Definition

Retrieval recall is the fraction of all truly relevant documents in a collection that the system successfully retrieves for a given query. If there are 10 relevant documents in the corpus and the system retrieves 7 of them, recall is 70%. Recall is typically measured at a cut-off point — Recall@10 (of the 10 relevant documents, how many appear in the top 10 results?) or Recall@100 (for initial candidate generation). In legal AI, high recall is critical because a missing relevant provision — an exception, an amendment, or a conflicting ruling — can fundamentally change the correct answer.

Why it matters

Completeness of legal analysis — tax law is full of exceptions, special regimes, and conflicting provisions across jurisdictions; missing even one relevant source can lead to an incomplete or incorrect answer
RAG answer quality ceiling — the language model can only reason over what the retrieval layer provides; if a relevant document is not retrieved, it cannot be included in the generated answer
Risk management — in professional tax advice, failing to consider a relevant provision is a liability risk; high recall reduces the chance of overlooking critical sources
Complementary to precision — precision measures result quality (how many returned documents are relevant); recall measures coverage (how many relevant documents were found); both are needed for effective retrieval

How it works

Recall is computed by dividing the number of relevant documents retrieved by the total number of relevant documents in the corpus:

Recall@k = (relevant documents in top k) / (total relevant documents)

Computing recall requires knowing the complete set of relevant documents for each query, which is established through human annotation of a test set. Annotators review the corpus and identify all documents relevant to each test query, creating the ground truth against which the system is measured.

Recall-precision trade-off — increasing recall (finding more relevant documents) typically requires returning more results overall, which may include more irrelevant ones (reducing precision). The retrieval pipeline manages this trade-off through its staged architecture: early stages (BM25, dense retrieval) cast a wide net for high recall, while later stages (reranking, filtering) refine for precision.

Recall at different pipeline stages — recall is often measured at each stage to identify bottlenecks. If initial candidate retrieval achieves 95% Recall@100 but reranking drops to 70% Recall@10, the reranker is the bottleneck. If initial retrieval only achieves 60% Recall@100, the fundamental retrieval strategy needs improvement.

Improving recall involves multiple strategies:

Hybrid search (combining lexical and semantic retrieval) covers more matching strategies
Query expansion (adding synonyms and related terms) broadens the search
Cross-lingual retrieval (searching across language boundaries) finds sources in all three Belgian languages
Reducing chunk size can improve recall by allowing more fine-grained matching

Common questions

Q: What is a good recall score for legal search?

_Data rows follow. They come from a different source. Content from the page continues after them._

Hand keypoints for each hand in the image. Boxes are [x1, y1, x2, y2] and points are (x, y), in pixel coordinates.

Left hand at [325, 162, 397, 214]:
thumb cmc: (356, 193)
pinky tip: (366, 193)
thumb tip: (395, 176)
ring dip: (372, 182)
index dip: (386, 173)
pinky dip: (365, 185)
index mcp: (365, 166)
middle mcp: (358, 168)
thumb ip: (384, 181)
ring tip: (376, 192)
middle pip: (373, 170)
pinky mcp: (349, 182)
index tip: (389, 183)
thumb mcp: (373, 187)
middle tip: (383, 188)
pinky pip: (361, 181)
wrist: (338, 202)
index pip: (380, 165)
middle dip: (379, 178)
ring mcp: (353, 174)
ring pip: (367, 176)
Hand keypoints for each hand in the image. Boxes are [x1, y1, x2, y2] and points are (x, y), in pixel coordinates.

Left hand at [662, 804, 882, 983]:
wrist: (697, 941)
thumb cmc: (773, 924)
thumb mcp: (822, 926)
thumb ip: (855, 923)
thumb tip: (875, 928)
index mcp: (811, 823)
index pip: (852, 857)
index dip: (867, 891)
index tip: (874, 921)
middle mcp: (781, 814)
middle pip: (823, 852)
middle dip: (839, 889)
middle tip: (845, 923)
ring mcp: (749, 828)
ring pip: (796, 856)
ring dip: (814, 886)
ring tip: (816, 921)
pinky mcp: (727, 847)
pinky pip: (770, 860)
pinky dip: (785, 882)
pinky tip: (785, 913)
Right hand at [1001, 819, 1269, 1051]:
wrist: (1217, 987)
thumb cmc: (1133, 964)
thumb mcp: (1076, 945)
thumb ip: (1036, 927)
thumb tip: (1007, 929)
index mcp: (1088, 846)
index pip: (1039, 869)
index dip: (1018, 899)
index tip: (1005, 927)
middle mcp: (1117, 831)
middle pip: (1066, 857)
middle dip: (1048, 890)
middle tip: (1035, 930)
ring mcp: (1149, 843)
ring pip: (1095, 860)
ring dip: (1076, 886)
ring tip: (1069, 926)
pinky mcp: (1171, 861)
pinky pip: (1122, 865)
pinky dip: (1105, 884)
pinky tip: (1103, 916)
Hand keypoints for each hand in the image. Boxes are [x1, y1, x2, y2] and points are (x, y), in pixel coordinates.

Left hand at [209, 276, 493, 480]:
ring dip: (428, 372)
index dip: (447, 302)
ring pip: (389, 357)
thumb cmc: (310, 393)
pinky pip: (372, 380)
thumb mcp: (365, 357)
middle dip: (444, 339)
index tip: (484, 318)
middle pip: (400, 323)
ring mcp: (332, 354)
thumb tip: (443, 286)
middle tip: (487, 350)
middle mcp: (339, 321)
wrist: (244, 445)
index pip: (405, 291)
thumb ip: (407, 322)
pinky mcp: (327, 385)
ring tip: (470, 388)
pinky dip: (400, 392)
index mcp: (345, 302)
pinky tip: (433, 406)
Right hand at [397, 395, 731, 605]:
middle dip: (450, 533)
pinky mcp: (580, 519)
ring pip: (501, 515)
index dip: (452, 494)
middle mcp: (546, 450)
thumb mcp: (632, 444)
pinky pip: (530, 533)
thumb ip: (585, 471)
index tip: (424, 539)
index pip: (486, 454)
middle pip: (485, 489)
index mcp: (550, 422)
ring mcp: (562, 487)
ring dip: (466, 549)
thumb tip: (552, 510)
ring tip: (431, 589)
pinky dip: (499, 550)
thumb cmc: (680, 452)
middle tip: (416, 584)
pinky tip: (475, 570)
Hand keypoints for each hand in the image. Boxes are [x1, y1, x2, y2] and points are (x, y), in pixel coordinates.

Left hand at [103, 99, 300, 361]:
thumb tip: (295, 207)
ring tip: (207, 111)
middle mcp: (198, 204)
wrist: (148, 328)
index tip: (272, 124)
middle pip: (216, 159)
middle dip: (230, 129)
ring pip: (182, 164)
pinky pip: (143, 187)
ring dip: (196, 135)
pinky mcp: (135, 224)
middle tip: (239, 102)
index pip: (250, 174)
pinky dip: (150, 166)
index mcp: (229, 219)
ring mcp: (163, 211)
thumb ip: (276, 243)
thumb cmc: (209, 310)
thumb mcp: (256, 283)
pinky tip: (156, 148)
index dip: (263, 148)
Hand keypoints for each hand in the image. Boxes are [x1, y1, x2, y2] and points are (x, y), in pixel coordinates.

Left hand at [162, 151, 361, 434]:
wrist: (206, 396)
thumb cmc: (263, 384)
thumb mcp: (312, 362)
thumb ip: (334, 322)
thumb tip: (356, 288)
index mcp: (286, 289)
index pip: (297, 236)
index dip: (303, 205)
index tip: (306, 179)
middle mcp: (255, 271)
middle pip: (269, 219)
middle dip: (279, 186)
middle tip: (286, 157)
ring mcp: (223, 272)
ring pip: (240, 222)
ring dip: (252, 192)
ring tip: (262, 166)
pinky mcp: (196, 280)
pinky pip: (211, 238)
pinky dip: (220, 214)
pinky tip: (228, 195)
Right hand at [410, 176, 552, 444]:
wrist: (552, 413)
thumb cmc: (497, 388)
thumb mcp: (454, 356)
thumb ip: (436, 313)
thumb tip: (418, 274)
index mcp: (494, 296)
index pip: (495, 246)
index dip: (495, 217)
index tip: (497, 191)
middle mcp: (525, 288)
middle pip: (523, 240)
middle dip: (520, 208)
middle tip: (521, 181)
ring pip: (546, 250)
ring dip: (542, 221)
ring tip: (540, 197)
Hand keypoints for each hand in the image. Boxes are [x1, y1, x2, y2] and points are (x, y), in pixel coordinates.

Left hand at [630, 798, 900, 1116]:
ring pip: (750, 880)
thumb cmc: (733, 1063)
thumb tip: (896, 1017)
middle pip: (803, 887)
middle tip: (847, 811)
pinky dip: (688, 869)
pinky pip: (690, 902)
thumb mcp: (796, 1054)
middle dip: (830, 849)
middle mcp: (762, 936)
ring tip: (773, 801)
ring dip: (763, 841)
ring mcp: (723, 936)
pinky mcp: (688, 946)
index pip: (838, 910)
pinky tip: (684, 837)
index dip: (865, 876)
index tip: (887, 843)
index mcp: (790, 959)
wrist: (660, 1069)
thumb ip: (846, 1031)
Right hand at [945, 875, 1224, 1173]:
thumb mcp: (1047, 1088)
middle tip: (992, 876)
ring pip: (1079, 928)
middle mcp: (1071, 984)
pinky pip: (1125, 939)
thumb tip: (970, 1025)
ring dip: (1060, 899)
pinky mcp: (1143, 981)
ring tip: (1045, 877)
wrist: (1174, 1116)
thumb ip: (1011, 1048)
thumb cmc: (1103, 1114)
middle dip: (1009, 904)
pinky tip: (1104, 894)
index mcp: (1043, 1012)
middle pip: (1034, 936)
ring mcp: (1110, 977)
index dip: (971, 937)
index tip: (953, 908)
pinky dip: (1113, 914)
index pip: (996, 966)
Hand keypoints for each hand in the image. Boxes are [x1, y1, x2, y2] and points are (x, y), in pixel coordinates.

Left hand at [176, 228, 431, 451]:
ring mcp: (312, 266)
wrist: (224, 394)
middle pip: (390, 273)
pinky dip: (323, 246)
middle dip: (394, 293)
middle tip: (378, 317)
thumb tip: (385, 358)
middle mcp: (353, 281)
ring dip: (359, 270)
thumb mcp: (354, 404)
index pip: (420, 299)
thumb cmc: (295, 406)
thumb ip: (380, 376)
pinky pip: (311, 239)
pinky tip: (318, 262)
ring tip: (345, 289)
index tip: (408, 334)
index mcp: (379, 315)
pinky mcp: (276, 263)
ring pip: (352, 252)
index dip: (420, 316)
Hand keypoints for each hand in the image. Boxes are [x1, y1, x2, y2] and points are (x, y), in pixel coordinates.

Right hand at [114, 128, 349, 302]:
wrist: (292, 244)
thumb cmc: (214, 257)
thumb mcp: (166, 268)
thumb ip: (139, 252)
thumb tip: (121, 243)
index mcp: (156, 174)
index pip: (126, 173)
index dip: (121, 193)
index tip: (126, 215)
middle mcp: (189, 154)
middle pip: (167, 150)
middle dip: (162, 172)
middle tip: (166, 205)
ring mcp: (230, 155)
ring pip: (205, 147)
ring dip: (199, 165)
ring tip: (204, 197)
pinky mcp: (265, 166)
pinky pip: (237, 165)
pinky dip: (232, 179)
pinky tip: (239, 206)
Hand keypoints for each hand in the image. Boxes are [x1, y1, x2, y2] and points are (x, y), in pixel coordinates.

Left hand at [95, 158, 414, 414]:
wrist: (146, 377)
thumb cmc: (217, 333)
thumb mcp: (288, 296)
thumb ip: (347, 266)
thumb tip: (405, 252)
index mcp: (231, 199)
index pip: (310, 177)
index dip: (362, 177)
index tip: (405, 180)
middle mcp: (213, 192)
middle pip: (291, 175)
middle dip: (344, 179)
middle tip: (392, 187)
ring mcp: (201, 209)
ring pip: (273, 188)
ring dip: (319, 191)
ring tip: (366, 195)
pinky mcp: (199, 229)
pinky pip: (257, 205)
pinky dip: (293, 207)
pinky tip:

A: Recall@100 above 90% is generally expected for initial candidate retrieval. Recall@10 (after reranking) above 80% is considered strong. The acceptable threshold depends on the risk profile — higher-stakes applications demand higher recall.

Q: Why is recall harder to measure than precision?

A: Measuring recall requires knowing all relevant documents in the corpus for each query, which is expensive and labour-intensive to annotate. Precision only requires judging the returned results. This is why recall evaluation relies on carefully curated test sets rather than ad hoc testing.

References

Manning et al. (2008), “Introduction to Information Retrieval”, Cambridge University Press.
Karpukhin et al. (2020), “Dense Passage Retrieval for Open-Domain Question Answering”, EMNLP.
Thakur et al. (2021), “BEIR: A Heterogeneous Benchmark for Zero-shot Evaluation of Information Retrieval Models”, NeurIPS.